Blanchett became established as a stage actress and tested for the role
of Lucinda. "She came in and a really wonderful test, with a cold, with no
eyebrows and pure white hair, as she was playing Miranda in The Tempest,"
according to Armstrong. She proved an inspired choice and developed a
wonderful screen chemistry with Ralph Fiennes. (In an ironic twist, one
of her leading men in a subsequent feature, ELIZABETH, about the
Tudor queen, was Fiennes younger brother Joseph.)
The publicity material quoted Ralph Fiennes as saying that he
identified most with Oscar than any other character he has played.
(Considering the roles he's played — a Nazi officer, Charles Van Doren,
a sleazy dealer in contraband, a Hungarian count who turns spy —
these are dark chararacters — it's no wonder.) When pressed, however,
the actor explained that his desire to play the character came from
"the peculiar tragic nature of the story" and "a gut response". He saw
it as "a wonderfully challenging part for an actor. Oscar is who he is.
He's not a conventional hero. He's very feminine in many ways. He's
very undecided in many ways. He's guilty, feels guilty. Inspired at
times. And is honest about his own fear ... I suppose he's not
what people think of as a leading romantic hero — but then I don't
think of myself as that either. I think of myself as an actor." Asked
what particularly appealed to him about the character, Fiennes replied,
"His vulnerability. His torment. His poetic imagination. His ecstatic
feelings at times — that sort of switch back in his mentality ... [Oscar]
is in the tradition of 'the Holy Fool'. I don't know why but I find characters
like that very moving — they're intrinsically good but they're lost or allow
themselves to get lost — ethically — ... and that struggle inside people,
even in one's own life, I find deeply human and deeply moving. Helping
each other go through and come through that struggle is part of what
we do in life."
In fact, Armstrong approached Fiennes about playing Oscar in
1993, before the release of SCHINDLER'S LIST and QUIZ SHOW, before
he achieved stardom and earned accolades. He does not disappoint,
delivering one of his best screen performances. Fiennes died his hair
an orange-red for the role and lost weight to achieve the look of an
"Odd Bod" as the character is nicknamed. There is a lightness to this
portrayal that has previously been untapped in other roles, partly
because there are several comic scenes.

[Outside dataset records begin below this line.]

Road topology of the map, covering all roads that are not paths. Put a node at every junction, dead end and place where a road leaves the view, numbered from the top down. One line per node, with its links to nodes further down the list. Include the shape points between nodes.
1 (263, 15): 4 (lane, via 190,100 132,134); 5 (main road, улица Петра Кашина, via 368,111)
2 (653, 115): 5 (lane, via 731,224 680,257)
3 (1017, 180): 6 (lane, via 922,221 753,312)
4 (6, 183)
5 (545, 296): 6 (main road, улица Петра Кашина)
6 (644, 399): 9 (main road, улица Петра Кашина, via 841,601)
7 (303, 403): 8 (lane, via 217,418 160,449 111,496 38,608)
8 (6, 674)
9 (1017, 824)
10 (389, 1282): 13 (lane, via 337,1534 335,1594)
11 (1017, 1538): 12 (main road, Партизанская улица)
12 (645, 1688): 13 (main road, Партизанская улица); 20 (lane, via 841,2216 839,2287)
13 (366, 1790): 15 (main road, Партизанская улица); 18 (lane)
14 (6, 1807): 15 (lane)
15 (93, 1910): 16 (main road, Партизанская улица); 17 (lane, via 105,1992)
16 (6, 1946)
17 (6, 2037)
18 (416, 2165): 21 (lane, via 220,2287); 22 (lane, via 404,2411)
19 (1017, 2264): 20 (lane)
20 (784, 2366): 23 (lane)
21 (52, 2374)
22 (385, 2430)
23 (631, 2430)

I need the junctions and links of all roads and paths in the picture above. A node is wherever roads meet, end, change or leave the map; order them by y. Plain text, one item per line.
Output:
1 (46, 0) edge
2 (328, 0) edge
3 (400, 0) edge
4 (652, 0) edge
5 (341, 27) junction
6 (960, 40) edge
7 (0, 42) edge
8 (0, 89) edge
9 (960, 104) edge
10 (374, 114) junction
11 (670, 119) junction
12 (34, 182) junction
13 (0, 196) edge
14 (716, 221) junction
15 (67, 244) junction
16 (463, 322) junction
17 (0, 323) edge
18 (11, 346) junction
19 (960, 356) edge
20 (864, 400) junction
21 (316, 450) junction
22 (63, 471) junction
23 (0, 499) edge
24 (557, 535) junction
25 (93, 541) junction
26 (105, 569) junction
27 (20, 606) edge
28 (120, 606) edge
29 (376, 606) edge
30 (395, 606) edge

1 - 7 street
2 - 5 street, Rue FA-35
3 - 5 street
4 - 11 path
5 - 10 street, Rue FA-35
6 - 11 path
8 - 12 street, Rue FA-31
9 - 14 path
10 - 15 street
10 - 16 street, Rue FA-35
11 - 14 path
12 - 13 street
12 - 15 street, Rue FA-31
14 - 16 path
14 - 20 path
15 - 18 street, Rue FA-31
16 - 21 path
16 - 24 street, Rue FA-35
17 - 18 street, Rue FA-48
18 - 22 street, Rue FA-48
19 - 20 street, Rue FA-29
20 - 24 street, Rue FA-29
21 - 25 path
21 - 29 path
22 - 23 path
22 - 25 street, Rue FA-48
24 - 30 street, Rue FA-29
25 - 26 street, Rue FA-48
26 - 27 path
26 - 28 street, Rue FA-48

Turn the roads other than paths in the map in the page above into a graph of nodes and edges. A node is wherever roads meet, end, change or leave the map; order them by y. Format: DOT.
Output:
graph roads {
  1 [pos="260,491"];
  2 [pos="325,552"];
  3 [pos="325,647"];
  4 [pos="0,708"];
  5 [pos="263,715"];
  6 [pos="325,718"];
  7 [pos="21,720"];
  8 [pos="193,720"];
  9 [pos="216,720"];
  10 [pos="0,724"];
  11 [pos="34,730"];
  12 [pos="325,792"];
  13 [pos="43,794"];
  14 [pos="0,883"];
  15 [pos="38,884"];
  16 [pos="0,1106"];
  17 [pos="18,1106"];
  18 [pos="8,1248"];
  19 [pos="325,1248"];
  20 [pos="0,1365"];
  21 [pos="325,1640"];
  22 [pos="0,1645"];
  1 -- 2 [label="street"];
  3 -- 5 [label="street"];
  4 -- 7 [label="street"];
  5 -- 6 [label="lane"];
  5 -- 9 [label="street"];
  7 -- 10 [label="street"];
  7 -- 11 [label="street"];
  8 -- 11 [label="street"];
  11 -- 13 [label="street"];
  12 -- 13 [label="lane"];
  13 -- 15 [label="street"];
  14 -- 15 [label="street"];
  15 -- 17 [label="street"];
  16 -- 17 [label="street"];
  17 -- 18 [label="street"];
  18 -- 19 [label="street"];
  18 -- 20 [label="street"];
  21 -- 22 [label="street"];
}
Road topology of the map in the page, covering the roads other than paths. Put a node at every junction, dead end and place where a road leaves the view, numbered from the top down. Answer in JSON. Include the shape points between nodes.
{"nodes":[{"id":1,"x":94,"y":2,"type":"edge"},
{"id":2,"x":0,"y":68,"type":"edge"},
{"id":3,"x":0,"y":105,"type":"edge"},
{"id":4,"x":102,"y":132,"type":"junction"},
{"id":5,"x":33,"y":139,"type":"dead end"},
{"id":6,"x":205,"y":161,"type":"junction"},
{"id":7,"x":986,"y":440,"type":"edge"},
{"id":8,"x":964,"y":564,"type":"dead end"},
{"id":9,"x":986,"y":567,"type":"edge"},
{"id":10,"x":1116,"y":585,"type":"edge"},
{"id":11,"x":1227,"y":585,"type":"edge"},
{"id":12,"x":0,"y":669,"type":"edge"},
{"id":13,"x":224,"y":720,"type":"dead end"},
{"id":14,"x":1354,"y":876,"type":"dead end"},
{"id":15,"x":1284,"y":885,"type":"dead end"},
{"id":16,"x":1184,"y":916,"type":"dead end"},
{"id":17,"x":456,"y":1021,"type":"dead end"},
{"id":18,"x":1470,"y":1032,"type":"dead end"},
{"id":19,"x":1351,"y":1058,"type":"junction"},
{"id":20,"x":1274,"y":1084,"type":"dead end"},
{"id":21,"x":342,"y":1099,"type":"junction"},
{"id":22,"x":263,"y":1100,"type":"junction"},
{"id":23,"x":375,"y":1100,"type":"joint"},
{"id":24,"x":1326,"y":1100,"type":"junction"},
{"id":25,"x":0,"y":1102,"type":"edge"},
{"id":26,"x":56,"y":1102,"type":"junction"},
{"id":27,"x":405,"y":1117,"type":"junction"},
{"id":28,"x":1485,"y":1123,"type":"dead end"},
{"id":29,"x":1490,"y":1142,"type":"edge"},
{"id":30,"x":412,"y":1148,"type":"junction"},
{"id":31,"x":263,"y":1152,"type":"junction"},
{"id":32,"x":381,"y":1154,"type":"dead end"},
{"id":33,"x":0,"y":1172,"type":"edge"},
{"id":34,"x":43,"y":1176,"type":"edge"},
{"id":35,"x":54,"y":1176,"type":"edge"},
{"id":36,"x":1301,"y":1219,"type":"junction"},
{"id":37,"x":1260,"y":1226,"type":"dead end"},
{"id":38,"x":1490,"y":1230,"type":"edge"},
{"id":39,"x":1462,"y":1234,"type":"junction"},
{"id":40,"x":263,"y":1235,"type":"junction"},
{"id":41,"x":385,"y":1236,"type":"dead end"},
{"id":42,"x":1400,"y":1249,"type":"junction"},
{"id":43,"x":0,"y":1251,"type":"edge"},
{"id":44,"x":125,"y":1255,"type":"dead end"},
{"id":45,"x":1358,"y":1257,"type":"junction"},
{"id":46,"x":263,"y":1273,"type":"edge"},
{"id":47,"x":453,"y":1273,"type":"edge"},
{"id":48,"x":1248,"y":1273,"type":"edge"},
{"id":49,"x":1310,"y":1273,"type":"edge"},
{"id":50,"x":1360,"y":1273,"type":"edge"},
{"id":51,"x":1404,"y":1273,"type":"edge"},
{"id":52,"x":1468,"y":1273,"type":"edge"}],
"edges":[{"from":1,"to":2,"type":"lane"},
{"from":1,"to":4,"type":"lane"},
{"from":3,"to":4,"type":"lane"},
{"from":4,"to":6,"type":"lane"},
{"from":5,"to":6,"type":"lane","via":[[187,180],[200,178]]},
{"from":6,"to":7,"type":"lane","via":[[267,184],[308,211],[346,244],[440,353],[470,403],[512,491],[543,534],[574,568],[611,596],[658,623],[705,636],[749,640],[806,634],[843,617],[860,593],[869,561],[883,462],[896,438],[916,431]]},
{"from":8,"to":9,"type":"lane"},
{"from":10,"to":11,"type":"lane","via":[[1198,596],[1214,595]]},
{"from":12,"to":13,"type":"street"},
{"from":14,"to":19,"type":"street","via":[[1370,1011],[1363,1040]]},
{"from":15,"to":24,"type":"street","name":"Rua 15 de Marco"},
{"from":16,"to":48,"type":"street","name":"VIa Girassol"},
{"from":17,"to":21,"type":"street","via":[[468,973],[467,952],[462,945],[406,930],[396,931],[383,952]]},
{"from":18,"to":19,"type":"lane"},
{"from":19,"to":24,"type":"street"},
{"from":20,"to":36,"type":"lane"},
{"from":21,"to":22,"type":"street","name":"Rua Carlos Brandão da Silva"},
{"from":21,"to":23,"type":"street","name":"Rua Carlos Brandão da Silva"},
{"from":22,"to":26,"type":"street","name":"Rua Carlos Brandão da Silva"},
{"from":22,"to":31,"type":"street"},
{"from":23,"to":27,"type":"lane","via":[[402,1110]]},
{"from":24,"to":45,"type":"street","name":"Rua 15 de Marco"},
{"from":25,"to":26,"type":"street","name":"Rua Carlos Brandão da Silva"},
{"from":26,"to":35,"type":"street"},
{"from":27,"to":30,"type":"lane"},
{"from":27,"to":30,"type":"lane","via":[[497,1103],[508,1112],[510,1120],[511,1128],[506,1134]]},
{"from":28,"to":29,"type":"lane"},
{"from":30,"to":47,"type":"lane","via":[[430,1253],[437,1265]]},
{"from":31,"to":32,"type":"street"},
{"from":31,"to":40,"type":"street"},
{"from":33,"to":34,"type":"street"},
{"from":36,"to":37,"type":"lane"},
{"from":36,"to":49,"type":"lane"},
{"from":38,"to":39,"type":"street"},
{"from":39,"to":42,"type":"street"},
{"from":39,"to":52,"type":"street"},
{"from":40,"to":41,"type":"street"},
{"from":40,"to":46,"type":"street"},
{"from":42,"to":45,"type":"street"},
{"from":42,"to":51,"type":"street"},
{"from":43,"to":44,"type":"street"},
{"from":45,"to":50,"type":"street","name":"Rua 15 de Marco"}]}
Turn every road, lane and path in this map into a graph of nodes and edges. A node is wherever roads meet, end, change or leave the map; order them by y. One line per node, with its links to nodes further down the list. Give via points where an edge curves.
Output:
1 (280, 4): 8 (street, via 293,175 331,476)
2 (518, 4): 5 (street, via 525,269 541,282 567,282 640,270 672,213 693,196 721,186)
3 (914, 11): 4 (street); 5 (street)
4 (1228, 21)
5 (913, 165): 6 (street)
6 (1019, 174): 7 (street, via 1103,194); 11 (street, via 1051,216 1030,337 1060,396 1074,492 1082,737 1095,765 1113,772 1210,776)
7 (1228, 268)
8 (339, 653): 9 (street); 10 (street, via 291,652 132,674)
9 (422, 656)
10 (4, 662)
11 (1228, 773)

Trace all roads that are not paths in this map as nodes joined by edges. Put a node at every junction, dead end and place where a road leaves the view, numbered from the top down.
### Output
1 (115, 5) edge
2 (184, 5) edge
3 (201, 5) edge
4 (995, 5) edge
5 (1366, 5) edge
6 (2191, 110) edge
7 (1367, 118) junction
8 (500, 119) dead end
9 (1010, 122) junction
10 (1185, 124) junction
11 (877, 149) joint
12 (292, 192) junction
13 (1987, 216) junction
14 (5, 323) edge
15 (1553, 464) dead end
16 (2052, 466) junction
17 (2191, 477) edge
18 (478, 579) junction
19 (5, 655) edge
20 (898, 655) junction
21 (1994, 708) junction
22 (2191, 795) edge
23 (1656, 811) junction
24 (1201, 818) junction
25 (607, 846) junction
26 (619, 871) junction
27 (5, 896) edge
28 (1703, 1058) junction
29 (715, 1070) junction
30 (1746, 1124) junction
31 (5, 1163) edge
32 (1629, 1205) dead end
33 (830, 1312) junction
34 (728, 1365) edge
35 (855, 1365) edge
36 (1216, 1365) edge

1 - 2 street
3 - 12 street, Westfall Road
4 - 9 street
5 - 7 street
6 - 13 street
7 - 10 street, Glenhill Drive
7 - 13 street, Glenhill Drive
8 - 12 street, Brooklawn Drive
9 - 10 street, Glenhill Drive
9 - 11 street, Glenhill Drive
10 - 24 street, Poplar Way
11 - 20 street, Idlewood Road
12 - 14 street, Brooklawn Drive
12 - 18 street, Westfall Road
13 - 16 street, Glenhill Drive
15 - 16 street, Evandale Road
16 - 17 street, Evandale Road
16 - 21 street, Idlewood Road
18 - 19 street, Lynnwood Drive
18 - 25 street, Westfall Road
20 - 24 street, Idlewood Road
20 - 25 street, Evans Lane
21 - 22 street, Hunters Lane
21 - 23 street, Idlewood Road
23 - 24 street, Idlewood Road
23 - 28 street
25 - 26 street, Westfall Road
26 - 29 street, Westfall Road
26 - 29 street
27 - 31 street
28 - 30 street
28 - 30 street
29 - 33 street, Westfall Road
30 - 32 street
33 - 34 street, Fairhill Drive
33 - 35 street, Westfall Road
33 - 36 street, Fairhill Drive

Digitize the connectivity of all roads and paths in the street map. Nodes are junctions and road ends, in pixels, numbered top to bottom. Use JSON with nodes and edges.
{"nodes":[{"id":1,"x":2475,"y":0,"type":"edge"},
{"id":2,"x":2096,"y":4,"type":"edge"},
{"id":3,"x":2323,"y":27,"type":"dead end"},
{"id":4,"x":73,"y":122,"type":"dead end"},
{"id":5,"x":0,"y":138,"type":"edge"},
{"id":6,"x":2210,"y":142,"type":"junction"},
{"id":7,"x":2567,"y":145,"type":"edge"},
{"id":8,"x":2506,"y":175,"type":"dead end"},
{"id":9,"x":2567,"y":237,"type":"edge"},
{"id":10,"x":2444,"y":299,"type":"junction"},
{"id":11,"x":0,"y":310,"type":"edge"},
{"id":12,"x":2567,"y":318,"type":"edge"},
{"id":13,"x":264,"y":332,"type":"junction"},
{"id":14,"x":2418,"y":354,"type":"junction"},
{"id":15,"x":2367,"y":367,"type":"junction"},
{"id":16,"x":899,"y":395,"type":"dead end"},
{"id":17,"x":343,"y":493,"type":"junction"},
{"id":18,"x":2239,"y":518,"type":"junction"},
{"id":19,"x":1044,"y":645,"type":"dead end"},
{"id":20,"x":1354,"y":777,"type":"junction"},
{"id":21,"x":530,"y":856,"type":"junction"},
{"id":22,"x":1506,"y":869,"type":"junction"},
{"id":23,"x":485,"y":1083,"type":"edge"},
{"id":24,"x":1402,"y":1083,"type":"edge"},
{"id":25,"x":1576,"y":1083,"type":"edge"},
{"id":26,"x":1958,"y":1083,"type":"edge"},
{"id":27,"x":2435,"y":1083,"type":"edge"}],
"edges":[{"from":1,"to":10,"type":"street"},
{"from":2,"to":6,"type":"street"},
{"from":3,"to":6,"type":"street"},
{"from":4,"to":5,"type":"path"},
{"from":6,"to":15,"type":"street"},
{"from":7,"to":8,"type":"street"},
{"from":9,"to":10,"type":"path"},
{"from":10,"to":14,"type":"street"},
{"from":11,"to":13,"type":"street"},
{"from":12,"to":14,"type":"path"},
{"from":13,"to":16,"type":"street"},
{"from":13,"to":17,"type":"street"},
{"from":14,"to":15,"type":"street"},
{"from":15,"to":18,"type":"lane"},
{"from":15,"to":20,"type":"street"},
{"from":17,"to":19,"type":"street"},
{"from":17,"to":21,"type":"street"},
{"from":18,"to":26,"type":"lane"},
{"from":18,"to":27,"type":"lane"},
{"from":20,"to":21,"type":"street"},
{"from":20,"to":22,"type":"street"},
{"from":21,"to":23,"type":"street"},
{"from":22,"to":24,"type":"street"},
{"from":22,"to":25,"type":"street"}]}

One of particular note is the
first real encounter between Oscar and Lucinda. She has asked him
to hear her confession and when he arrives at her stateroom, they
discover their mutual vice, gambling.
Laura Jones' screenplay is fairly faithful to the novel; only near
the end do the two stories vary. Devotees of the book may be
disappointed, but author Peter Carey was pleased. "I thought it was
a stroke of genius. Given that there are real commercial pressures,
no one is going to give you money for a down ending. It's a down
enough ending anyway. I thought [the ending] was really clever; it did
not betray the book. It obviously changes some elements of the story
... [but] I thought what they did was really moving. If I'd thought about
it, I might have done it. I felt really fine about it." And well he should.
All involved have created a wonderful film that is well work seeing.